*** Opening RECORDS FOR THIS TASK ***
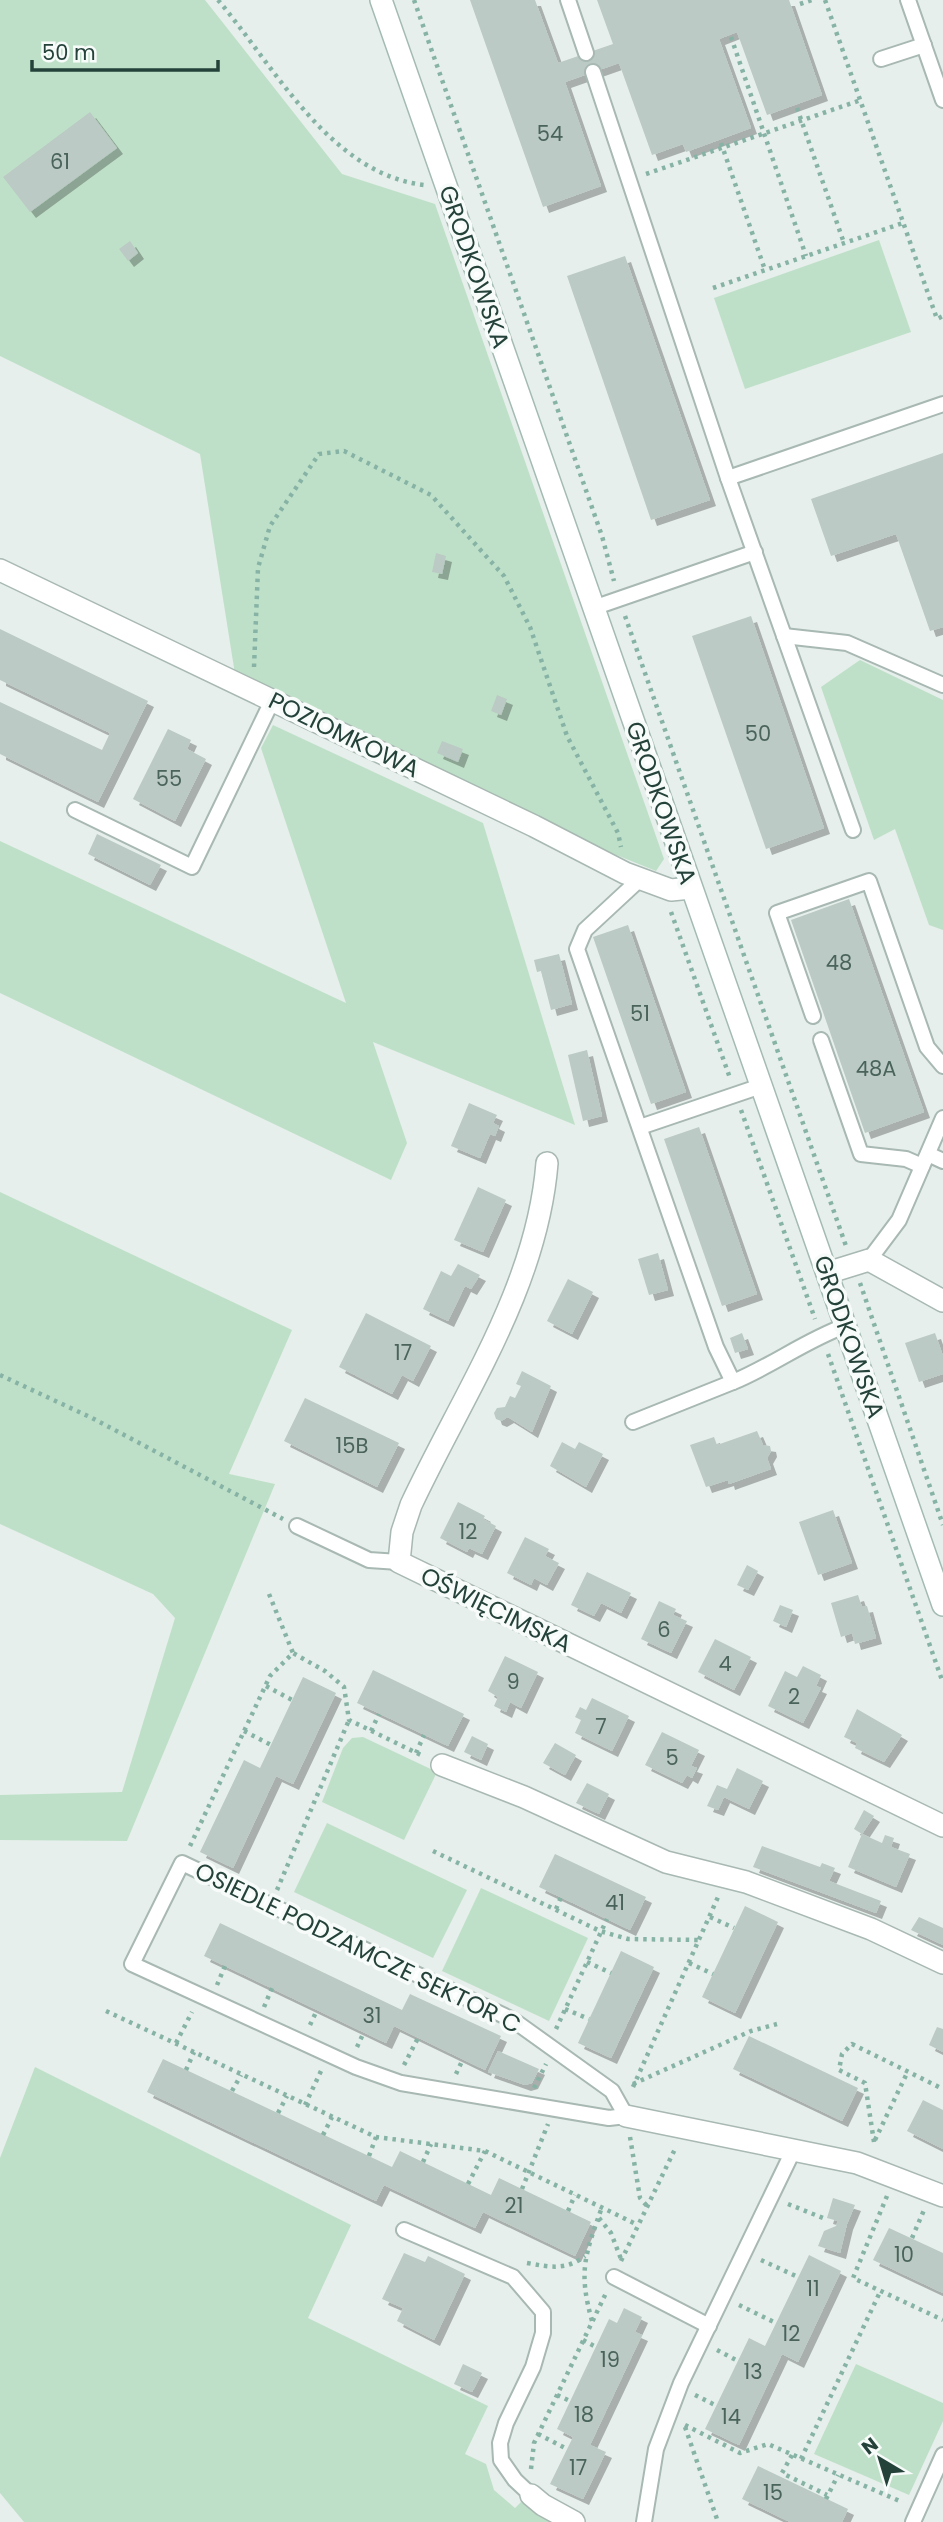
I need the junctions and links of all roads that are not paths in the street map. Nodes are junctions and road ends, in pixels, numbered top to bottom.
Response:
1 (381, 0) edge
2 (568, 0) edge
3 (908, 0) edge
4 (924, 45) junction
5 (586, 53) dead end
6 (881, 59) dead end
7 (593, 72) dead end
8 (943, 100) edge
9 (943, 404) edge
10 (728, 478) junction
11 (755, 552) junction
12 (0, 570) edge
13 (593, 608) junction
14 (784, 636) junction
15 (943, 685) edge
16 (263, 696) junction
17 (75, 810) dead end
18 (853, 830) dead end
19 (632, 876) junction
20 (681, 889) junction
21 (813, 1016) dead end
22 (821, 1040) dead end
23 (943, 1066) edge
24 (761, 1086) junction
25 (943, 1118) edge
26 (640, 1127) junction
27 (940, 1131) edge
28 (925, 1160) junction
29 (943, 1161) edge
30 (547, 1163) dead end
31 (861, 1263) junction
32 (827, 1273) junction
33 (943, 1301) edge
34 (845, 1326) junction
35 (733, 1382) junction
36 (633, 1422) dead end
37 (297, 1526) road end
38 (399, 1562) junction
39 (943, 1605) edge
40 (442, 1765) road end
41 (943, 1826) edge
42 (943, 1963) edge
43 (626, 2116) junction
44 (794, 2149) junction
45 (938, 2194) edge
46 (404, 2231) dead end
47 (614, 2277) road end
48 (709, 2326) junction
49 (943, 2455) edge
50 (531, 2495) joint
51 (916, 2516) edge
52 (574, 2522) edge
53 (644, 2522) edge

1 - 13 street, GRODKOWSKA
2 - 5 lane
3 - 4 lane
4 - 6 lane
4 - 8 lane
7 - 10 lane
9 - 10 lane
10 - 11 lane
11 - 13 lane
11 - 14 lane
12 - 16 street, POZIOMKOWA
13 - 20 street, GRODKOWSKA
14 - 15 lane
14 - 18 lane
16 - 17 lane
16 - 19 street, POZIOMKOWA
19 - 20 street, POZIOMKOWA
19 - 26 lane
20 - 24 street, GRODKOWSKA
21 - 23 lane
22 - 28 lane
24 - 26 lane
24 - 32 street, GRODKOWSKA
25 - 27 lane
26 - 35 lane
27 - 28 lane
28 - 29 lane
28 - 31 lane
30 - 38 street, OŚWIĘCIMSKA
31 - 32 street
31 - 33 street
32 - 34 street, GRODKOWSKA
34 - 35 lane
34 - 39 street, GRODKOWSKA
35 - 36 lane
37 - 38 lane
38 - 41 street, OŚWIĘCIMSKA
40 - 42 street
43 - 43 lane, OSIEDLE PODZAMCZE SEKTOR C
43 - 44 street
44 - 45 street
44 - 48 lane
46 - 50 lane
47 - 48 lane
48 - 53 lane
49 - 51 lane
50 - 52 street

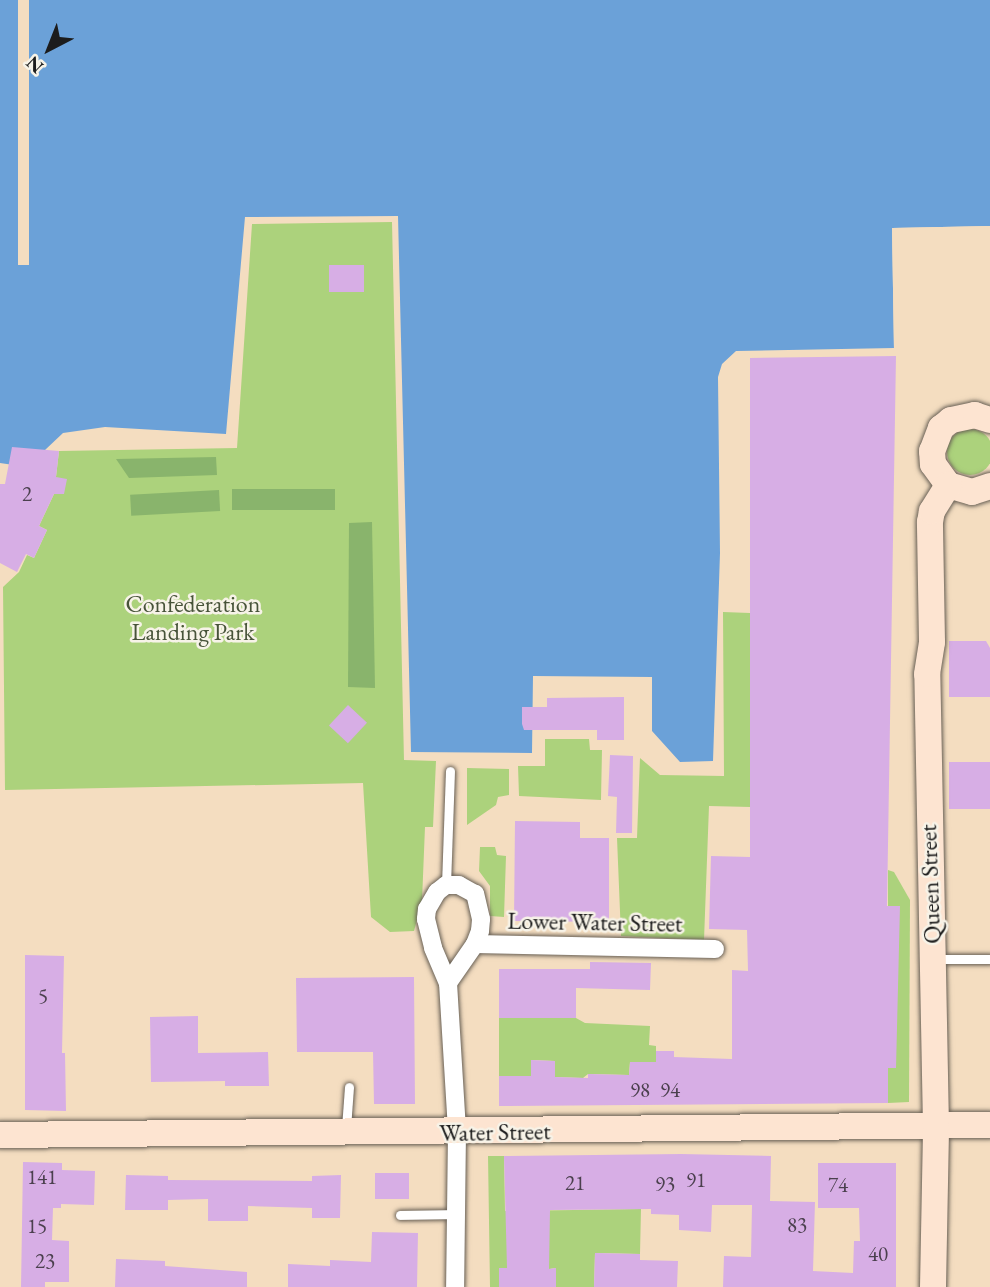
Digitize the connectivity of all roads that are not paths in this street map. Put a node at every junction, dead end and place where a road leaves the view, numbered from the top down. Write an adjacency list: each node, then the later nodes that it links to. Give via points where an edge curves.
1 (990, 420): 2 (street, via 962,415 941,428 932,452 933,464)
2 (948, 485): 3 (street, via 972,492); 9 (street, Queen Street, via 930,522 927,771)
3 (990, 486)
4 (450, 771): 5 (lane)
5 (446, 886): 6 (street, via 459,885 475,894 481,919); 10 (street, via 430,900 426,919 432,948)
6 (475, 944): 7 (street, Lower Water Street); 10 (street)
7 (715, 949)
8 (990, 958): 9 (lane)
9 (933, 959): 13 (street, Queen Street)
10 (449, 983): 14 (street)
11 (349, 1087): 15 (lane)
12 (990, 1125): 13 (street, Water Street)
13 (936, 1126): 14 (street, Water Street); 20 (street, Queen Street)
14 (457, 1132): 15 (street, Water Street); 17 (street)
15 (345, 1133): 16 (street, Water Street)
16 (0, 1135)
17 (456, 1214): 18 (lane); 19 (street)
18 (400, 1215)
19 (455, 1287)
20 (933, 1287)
*** Closing RECORDS FOR THIS TASK ***
Copy every line in the records above that contains the word "GRODKOWSKA".

1 - 13 street, GRODKOWSKA
13 - 20 street, GRODKOWSKA
20 - 24 street, GRODKOWSKA
24 - 32 street, GRODKOWSKA
32 - 34 street, GRODKOWSKA
34 - 39 street, GRODKOWSKA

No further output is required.